» **Supplied records**:
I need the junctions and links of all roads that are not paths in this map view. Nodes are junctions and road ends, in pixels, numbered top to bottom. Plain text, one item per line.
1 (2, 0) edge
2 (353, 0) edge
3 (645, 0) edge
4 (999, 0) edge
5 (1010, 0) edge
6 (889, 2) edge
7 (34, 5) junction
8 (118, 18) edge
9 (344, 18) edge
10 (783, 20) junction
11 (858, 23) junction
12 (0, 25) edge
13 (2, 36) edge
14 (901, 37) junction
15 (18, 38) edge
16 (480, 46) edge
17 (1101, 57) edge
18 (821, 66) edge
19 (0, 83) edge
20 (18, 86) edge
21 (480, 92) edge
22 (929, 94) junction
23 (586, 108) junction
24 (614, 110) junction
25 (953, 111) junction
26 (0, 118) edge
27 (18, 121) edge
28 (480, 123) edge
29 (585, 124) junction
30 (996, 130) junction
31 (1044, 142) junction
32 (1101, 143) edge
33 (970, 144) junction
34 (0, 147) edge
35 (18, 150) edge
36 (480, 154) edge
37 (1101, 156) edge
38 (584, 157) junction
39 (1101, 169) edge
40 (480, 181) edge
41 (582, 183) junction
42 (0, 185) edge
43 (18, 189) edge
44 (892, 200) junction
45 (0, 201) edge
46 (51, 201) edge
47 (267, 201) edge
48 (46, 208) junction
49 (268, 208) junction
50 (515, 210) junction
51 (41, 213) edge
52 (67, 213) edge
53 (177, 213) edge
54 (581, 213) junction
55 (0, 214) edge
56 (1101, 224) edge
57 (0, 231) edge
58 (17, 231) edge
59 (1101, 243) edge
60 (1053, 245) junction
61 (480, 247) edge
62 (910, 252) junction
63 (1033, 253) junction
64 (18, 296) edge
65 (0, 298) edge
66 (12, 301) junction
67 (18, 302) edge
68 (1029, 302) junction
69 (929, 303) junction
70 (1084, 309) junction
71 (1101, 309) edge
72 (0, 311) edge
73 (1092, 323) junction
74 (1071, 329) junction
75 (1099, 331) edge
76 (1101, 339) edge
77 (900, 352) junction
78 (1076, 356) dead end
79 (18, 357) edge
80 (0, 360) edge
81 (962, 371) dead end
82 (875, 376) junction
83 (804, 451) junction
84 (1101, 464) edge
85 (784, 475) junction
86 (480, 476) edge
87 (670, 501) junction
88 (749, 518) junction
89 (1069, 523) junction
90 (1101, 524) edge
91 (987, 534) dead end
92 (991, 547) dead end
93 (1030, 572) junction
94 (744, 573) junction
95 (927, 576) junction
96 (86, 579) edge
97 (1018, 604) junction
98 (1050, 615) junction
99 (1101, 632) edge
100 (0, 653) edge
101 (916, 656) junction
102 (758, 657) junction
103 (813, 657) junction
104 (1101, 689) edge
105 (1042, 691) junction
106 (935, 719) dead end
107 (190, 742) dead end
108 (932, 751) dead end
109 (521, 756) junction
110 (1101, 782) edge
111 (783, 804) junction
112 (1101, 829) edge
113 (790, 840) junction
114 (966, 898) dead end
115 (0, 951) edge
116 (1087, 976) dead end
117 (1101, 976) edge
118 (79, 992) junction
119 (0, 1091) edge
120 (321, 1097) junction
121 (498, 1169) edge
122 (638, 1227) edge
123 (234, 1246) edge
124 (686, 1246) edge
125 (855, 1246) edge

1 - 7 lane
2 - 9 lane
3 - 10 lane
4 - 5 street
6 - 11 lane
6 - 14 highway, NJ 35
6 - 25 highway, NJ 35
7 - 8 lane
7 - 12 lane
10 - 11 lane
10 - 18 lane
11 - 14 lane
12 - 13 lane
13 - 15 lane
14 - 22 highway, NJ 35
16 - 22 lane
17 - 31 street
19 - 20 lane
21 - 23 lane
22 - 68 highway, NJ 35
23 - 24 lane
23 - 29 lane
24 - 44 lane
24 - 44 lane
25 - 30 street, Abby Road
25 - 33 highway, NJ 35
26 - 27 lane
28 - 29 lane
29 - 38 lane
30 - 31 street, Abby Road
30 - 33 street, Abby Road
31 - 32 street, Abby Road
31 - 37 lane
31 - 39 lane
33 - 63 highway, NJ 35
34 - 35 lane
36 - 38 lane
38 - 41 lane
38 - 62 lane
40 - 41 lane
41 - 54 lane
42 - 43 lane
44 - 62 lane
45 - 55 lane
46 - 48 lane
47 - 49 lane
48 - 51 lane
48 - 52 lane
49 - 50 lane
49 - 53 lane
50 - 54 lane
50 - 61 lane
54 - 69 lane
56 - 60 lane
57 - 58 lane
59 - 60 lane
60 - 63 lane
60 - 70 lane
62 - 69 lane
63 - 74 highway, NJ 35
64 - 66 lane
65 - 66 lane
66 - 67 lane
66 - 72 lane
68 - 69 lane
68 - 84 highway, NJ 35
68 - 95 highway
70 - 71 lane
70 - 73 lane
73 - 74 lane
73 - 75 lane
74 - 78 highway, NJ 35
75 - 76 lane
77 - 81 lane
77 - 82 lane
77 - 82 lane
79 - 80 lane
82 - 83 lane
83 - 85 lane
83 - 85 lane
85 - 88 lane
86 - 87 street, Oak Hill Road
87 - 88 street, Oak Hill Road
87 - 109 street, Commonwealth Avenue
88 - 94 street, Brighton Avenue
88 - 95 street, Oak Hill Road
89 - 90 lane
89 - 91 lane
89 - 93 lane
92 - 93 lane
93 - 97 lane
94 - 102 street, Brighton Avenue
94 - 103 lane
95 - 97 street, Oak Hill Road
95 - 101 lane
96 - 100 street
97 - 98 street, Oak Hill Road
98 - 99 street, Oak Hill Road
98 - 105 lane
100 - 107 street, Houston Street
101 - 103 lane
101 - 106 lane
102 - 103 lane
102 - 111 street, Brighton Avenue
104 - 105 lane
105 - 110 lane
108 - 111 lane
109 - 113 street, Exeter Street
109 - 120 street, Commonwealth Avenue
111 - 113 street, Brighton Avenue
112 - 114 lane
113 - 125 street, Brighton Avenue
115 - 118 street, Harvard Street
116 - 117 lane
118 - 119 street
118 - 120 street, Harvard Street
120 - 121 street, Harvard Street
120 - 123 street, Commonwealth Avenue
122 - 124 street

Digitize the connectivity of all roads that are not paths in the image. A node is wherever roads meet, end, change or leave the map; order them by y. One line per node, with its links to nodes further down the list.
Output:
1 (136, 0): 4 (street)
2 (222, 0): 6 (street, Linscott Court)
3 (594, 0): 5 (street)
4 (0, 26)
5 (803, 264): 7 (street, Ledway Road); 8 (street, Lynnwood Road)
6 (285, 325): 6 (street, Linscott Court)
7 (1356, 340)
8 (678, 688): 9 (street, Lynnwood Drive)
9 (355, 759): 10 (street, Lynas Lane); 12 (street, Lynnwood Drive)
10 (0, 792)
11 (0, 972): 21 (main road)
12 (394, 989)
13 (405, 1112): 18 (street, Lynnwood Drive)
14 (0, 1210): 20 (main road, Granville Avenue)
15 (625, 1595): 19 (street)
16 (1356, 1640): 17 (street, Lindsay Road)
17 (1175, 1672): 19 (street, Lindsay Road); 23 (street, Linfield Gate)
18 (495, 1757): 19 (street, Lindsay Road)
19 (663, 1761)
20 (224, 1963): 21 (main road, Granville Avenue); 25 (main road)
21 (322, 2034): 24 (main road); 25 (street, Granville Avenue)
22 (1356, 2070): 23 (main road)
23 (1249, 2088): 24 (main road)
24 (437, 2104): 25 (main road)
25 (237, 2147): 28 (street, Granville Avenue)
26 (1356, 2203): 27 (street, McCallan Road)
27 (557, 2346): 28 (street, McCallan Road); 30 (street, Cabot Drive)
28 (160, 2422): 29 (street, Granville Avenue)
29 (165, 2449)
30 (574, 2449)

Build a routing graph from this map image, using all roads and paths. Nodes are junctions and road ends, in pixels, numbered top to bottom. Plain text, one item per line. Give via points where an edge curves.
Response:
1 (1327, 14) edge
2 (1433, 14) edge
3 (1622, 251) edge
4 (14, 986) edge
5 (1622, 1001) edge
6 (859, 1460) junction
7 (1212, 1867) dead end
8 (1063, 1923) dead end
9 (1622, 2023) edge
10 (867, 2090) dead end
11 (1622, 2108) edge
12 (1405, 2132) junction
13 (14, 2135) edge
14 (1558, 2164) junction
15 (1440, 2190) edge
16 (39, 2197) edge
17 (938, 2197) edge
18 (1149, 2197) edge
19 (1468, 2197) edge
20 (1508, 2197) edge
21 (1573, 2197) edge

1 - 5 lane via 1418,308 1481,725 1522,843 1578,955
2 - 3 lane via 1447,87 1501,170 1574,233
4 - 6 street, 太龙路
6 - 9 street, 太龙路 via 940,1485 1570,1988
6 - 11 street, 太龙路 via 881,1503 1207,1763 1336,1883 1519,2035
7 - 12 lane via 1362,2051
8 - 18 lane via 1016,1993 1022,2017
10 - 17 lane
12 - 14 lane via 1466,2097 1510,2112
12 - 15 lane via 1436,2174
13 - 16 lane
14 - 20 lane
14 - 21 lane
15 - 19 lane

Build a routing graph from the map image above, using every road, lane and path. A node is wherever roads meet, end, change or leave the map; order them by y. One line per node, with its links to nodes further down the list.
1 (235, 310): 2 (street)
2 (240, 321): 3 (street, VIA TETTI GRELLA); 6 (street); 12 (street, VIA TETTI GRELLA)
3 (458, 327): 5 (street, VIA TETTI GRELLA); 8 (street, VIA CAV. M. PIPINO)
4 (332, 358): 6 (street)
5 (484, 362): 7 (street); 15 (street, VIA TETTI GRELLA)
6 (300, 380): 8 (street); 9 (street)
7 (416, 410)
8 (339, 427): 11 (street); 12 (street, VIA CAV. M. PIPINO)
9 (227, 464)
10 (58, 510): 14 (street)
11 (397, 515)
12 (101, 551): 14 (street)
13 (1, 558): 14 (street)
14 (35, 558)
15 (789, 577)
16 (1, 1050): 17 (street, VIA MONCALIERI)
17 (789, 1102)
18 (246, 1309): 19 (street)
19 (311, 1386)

» **What you are asked to do**: All lines with the word "Granville" need to be copied from the data above.

» **Exercise response**:
14 (0, 1210): 20 (main road, Granville Avenue)
20 (224, 1963): 21 (main road, Granville Avenue); 25 (main road)
21 (322, 2034): 24 (main road); 25 (street, Granville Avenue)
25 (237, 2147): 28 (street, Granville Avenue)
28 (160, 2422): 29 (street, Granville Avenue)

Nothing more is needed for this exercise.